Joe asks how does Gatsby deal with adding other aspects on top of it, to which Sam answers that there may be some tweaking needed to get things done, but overall it works well given that there are a ton of plugins available to get things from external resources. Joe talks about learning GraphQL, and Sam explains how much of it is used in Gatsby. He talks about the positives of Gatsby documentation and the developer community. They end the show with picks.

The DevEd podcast is produced by Thinkster.io and published by DevChat.TV.

Panel

Joined by special guest: Hudson Baker

Sponsors

Links

Picks

Luis Hernandez:

Mike Dane:

Jesse Sanders:

Hudson Baker:

Brooke Avery:

Sam Julien:

Joe Eames:

FAQ

What is Gatsby?

It is a static site generator that takes in data and converts it into static files that can be hosted on any server.

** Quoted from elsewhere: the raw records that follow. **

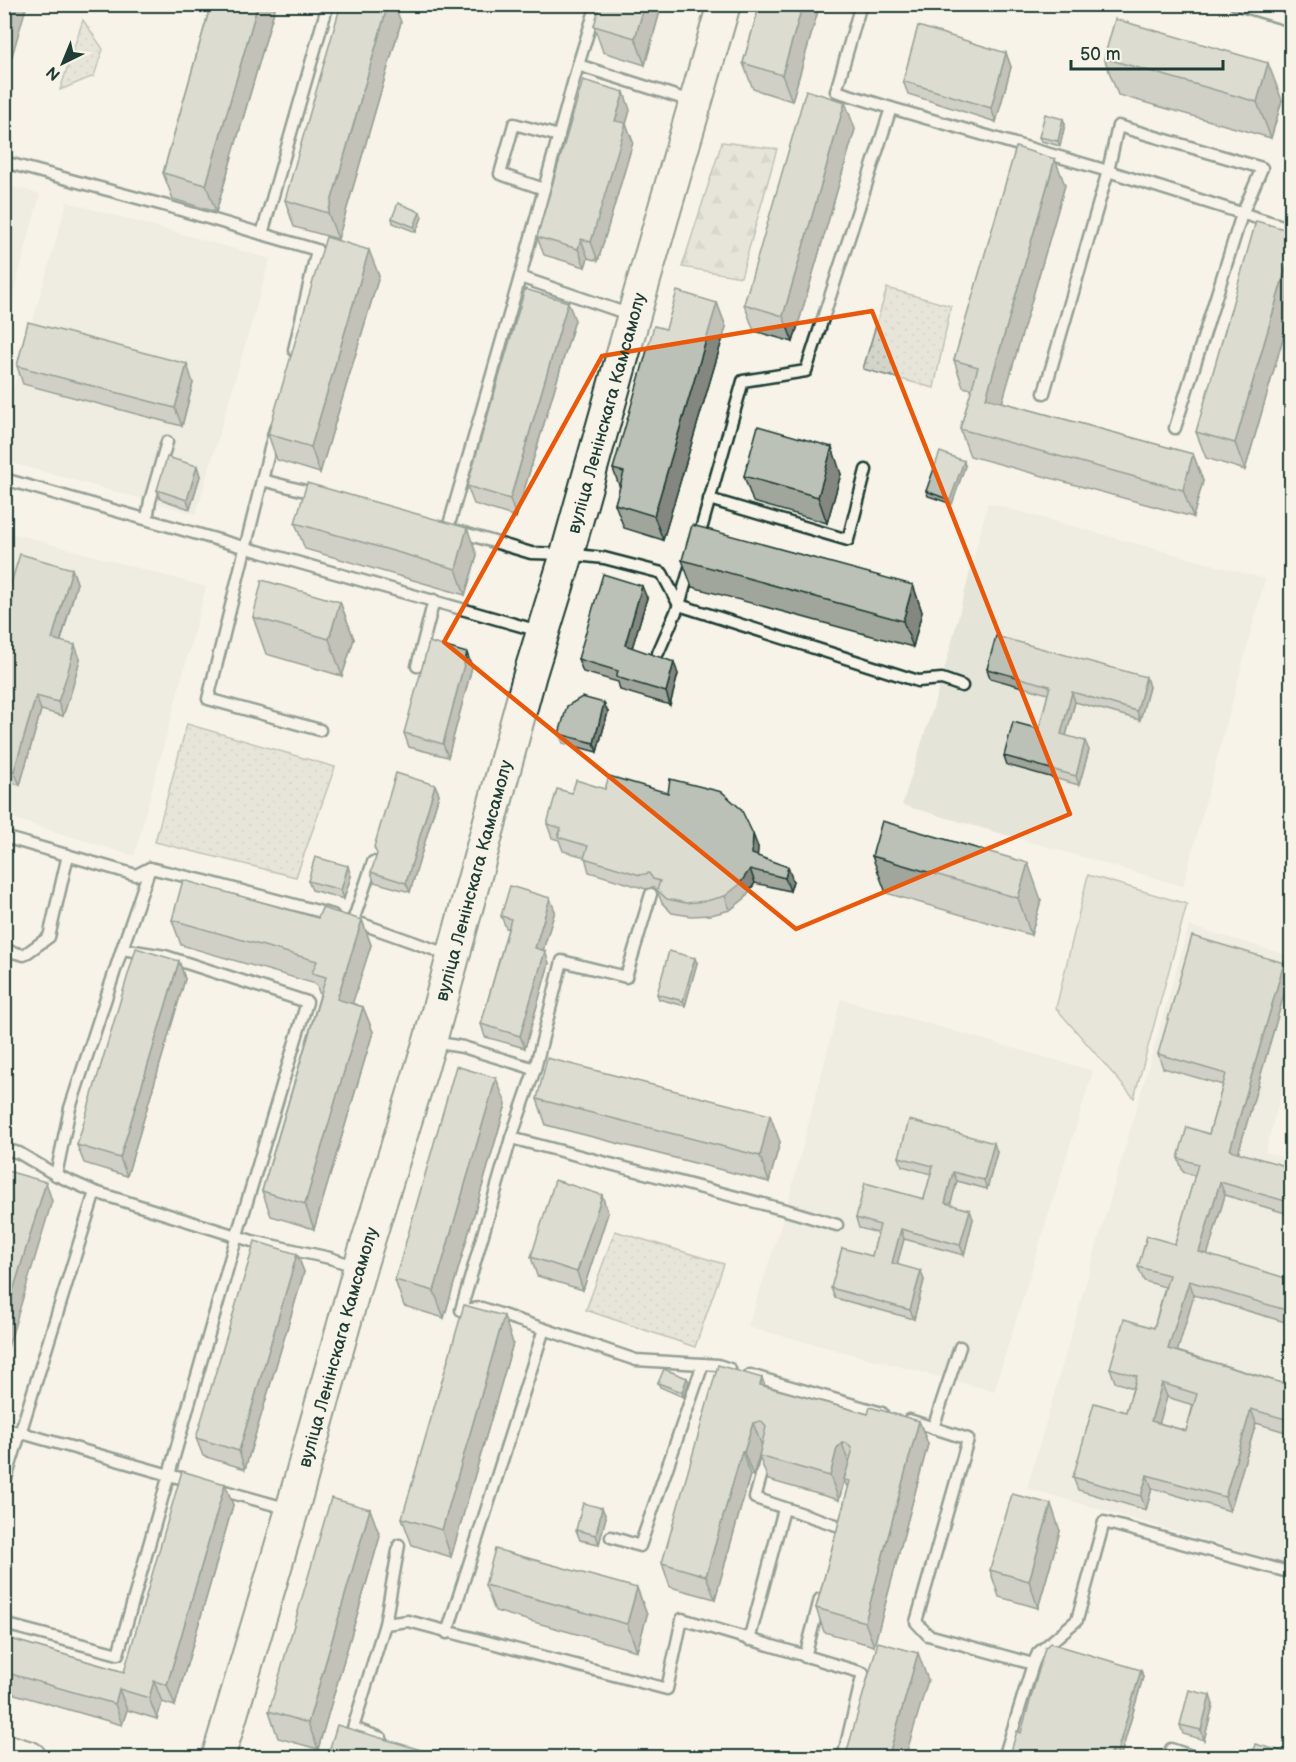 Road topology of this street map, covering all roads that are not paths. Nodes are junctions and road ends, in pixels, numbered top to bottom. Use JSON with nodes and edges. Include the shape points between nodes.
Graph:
{"nodes":[{"id":1,"x":328,"y":4,"type":"edge"},
{"id":2,"x":597,"y":4,"type":"edge"},
{"id":3,"x":724,"y":4,"type":"edge"},
{"id":4,"x":861,"y":4,"type":"edge"},
{"id":5,"x":1234,"y":4,"type":"edge"},
{"id":6,"x":1292,"y":21,"type":"edge"},
{"id":7,"x":578,"y":65,"type":"junction"},
{"id":8,"x":697,"y":103,"type":"junction"},
{"id":9,"x":891,"y":108,"type":"junction"},
{"id":10,"x":559,"y":136,"type":"junction"},
{"id":11,"x":4,"y":162,"type":"edge"},
{"id":12,"x":1108,"y":171,"type":"junction"},
{"id":13,"x":544,"y":189,"type":"junction"},
{"id":14,"x":1242,"y":213,"type":"junction"},
{"id":15,"x":1292,"y":229,"type":"edge"},
{"id":16,"x":262,"y":234,"type":"junction"},
{"id":17,"x":520,"y":277,"type":"junction"},
{"id":18,"x":634,"y":316,"type":"junction"},
{"id":19,"x":290,"y":365,"type":"edge"},
{"id":20,"x":1044,"y":393,"type":"dead end"},
{"id":21,"x":276,"y":423,"type":"edge"},
{"id":22,"x":1175,"y":428,"type":"dead end"},
{"id":23,"x":167,"y":442,"type":"dead end"},
{"id":24,"x":866,"y":470,"type":"dead end"},
{"id":25,"x":4,"y":479,"type":"edge"},
{"id":26,"x":262,"y":480,"type":"junction"},
{"id":27,"x":332,"y":498,"type":"edge"},
{"id":28,"x":710,"y":499,"type":"junction"},
{"id":29,"x":147,"y":519,"type":"junction"},
{"id":30,"x":436,"y":525,"type":"edge"},
{"id":31,"x":448,"y":528,"type":"junction"},
{"id":32,"x":245,"y":547,"type":"junction"},
{"id":33,"x":567,"y":554,"type":"junction"},
{"id":34,"x":434,"y":600,"type":"junction"},
{"id":35,"x":679,"y":605,"type":"junction"},
{"id":36,"x":542,"y":632,"type":"junction"},
{"id":37,"x":658,"y":653,"type":"dead end"},
{"id":38,"x":417,"y":666,"type":"dead end"},
{"id":39,"x":962,"y":686,"type":"dead end"},
{"id":40,"x":320,"y":730,"type":"dead end"},
{"id":41,"x":4,"y":837,"type":"edge"},
{"id":42,"x":68,"y":855,"type":"junction"},
{"id":43,"x":373,"y":862,"type":"edge"},
{"id":44,"x":150,"y":868,"type":"junction"},
{"id":45,"x":651,"y":894,"type":"edge"},
{"id":46,"x":353,"y":921,"type":"junction"},
{"id":47,"x":122,"y":949,"type":"junction"},
{"id":48,"x":4,"y":950,"type":"edge"},
{"id":49,"x":452,"y":957,"type":"junction"},
{"id":50,"x":430,"y":1041,"type":"junction"},
{"id":51,"x":535,"y":1069,"type":"junction"},
{"id":52,"x":511,"y":1138,"type":"junction"},
{"id":53,"x":4,"y":1149,"type":"edge"},
{"id":54,"x":56,"y":1175,"type":"junction"},
{"id":55,"x":95,"y":1192,"type":"junction"},
{"id":56,"x":837,"y":1226,"type":"dead end"},
{"id":57,"x":237,"y":1235,"type":"junction"},
{"id":58,"x":360,"y":1268,"type":"junction"},
{"id":59,"x":544,"y":1329,"type":"junction"},
{"id":60,"x":960,"y":1347,"type":"dead end"},
{"id":61,"x":703,"y":1364,"type":"junction"},
{"id":62,"x":888,"y":1414,"type":"edge"},
{"id":63,"x":899,"y":1418,"type":"edge"},
{"id":64,"x":4,"y":1428,"type":"edge"},
{"id":65,"x":933,"y":1428,"type":"junction"},
{"id":66,"x":21,"y":1433,"type":"junction"},
{"id":67,"x":767,"y":1452,"type":"edge"},
{"id":68,"x":168,"y":1476,"type":"junction"},
{"id":69,"x":4,"y":1485,"type":"edge"},
{"id":70,"x":784,"y":1509,"type":"junction"},
{"id":71,"x":292,"y":1510,"type":"junction"},
{"id":72,"x":839,"y":1526,"type":"edge"},
{"id":73,"x":611,"y":1537,"type":"dead end"},
{"id":74,"x":399,"y":1545,"type":"dead end"},
{"id":75,"x":1292,"y":1573,"type":"edge"},
{"id":76,"x":822,"y":1591,"type":"edge"},
{"id":77,"x":4,"y":1624,"type":"edge"},
{"id":78,"x":385,"y":1624,"type":"junction"},
{"id":79,"x":447,"y":1633,"type":"junction"},
{"id":80,"x":749,"y":1640,"type":"junction"},
{"id":81,"x":805,"y":1657,"type":"junction"},
{"id":82,"x":1033,"y":1664,"type":"junction"},
{"id":83,"x":393,"y":1742,"type":"edge"},
{"id":84,"x":1171,"y":1749,"type":"dead end"},
{"id":85,"x":4,"y":1750,"type":"edge"},
{"id":86,"x":30,"y":1758,"type":"edge"},
{"id":87,"x":218,"y":1758,"type":"edge"},
{"id":88,"x":843,"y":1758,"type":"edge"},
{"id":89,"x":1004,"y":1758,"type":"edge"},
{"id":90,"x":1198,"y":1758,"type":"edge"}],
"edges":[{"from":1,"to":16,"type":"lane"},
{"from":2,"to":7,"type":"lane"},
{"from":3,"to":8,"type":"main road","name":"вуліца Ленінскага Камсамолу"},
{"from":4,"to":9,"type":"lane","via":[[836,91]]},
{"from":5,"to":6,"type":"lane"},
{"from":7,"to":8,"type":"lane"},
{"from":7,"to":10,"type":"lane"},
{"from":8,"to":18,"type":"main road","name":"вуліца Ленінскага Камсамолу"},
{"from":9,"to":12,"type":"lane"},
{"from":9,"to":28,"type":"lane","via":[[806,371],[743,381]]},
{"from":10,"to":13,"type":"lane"},
{"from":10,"to":13,"type":"lane","via":[[514,124],[500,174]]},
{"from":11,"to":16,"type":"lane"},
{"from":12,"to":14,"type":"lane"},
{"from":12,"to":14,"type":"lane","via":[[1118,126],[1262,168]]},
{"from":12,"to":20,"type":"lane"},
{"from":13,"to":17,"type":"lane"},
{"from":14,"to":15,"type":"lane"},
{"from":14,"to":22,"type":"lane"},
{"from":16,"to":19,"type":"lane","via":[[317,250]]},
{"from":17,"to":18,"type":"lane"},
{"from":17,"to":31,"type":"lane"},
{"from":18,"to":33,"type":"main road","name":"вуліца Ленінскага Камсамолу"},
{"from":21,"to":26,"type":"lane"},
{"from":23,"to":29,"type":"lane"},
{"from":24,"to":28,"type":"lane","via":[[848,540]]},
{"from":25,"to":29,"type":"lane"},
{"from":26,"to":27,"type":"lane"},
{"from":26,"to":32,"type":"lane"},
{"from":28,"to":35,"type":"lane"},
{"from":29,"to":32,"type":"lane"},
{"from":30,"to":31,"type":"lane"},
{"from":31,"to":33,"type":"lane","via":[[531,553]]},
{"from":32,"to":34,"type":"lane"},
{"from":32,"to":40,"type":"lane","via":[[208,699]]},
{"from":33,"to":35,"type":"lane","via":[[604,558],[662,573]]},
{"from":33,"to":36,"type":"main road","name":"вуліца Ленінскага Камсамолу"},
{"from":34,"to":36,"type":"lane"},
{"from":34,"to":38,"type":"lane"},
{"from":35,"to":37,"type":"lane"},
{"from":35,"to":39,"type":"lane","via":[[918,681],[942,679]]},
{"from":36,"to":49,"type":"main road","name":"вуліца Ленінскага Камсамолу"},
{"from":41,"to":42,"type":"lane"},
{"from":42,"to":44,"type":"lane","via":[[136,875]]},
{"from":42,"to":48,"type":"lane","via":[[49,937],[24,955]]},
{"from":43,"to":46,"type":"lane"},
{"from":44,"to":46,"type":"lane"},
{"from":44,"to":47,"type":"lane"},
{"from":45,"to":51,"type":"lane","via":[[626,977],[562,961]]},
{"from":46,"to":49,"type":"lane"},
{"from":47,"to":54,"type":"lane","via":[[70,1108]]},
{"from":47,"to":57,"type":"lane","via":[[165,956],[307,1002]]},
{"from":49,"to":50,"type":"main road","name":"вуліца Ленінскага Камсамолу"},
{"from":50,"to":51,"type":"lane"},
{"from":50,"to":58,"type":"main road","name":"вуліца Ленінскага Камсамолу"},
{"from":51,"to":52,"type":"lane"},
{"from":52,"to":56,"type":"lane"},
{"from":52,"to":59,"type":"lane","via":[[460,1310],[482,1308]]},
{"from":53,"to":54,"type":"lane","via":[[19,1153]]},
{"from":54,"to":55,"type":"lane"},
{"from":55,"to":57,"type":"lane"},
{"from":55,"to":66,"type":"lane"},
{"from":57,"to":58,"type":"lane"},
{"from":57,"to":68,"type":"lane"},
{"from":58,"to":71,"type":"main road","name":"вуліца Ленінскага Камсамолу"},
{"from":59,"to":61,"type":"lane","via":[[636,1360]]},
{"from":59,"to":79,"type":"lane"},
{"from":60,"to":65,"type":"lane"},
{"from":61,"to":62,"type":"lane"},
{"from":61,"to":73,"type":"lane","via":[[640,1546]]},
{"from":63,"to":65,"type":"lane"},
{"from":64,"to":66,"type":"lane"},
{"from":65,"to":82,"type":"lane","via":[[968,1439],[916,1622],[928,1635]]},
{"from":66,"to":68,"type":"lane"},
{"from":66,"to":69,"type":"lane"},
{"from":67,"to":70,"type":"lane","via":[[755,1498]]},
{"from":68,"to":71,"type":"lane"},
{"from":68,"to":77,"type":"lane","via":[[118,1654]]},
{"from":70,"to":72,"type":"lane"},
{"from":70,"to":80,"type":"lane"},
{"from":71,"to":87,"type":"main road","name":"вуліца Ленінскага Камсамолу"},
{"from":74,"to":78,"type":"lane"},
{"from":75,"to":82,"type":"lane","via":[[1104,1522],[1077,1620],[1038,1653]]},
{"from":76,"to":81,"type":"lane"},
{"from":78,"to":79,"type":"lane","via":[[408,1621]]},
{"from":78,"to":83,"type":"lane","via":[[353,1728]]},
{"from":79,"to":80,"type":"lane","via":[[667,1689],[682,1619]]},
{"from":80,"to":81,"type":"lane"},
{"from":81,"to":88,"type":"lane","via":[[863,1673]]},
{"from":82,"to":89,"type":"lane"},
{"from":84,"to":90,"type":"lane"},
{"from":85,"to":86,"type":"main road"}]}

It has a lot of tooling and build process stuff built-in, and uses modern javascript concepts along with GraphQL to build fast-performance static sites.


What languages and technologies is Gatsby based on?

Gatsby is built with React, the build process is webpack, the content can be written in markdown or any outside sources, and data querying is done with GraphQL.


What is the difference between Gatsby and server-side rendering frameworks such as Next.js?

In server-side rendering, there is data on one side and template on the other, and each time a request is made to the server, the data and template are assembled on the fly and not at build time. On the contrary, in case of Gatsby, this is done at build time, so everything that is sent from the server is pre-calculated.


How does Gatsby deal with adding extra aspects on top of the basic functionality?

There maybe some tweaking required to get things done, but overall it works well given that there are a ton of plugins available to get things from external resources.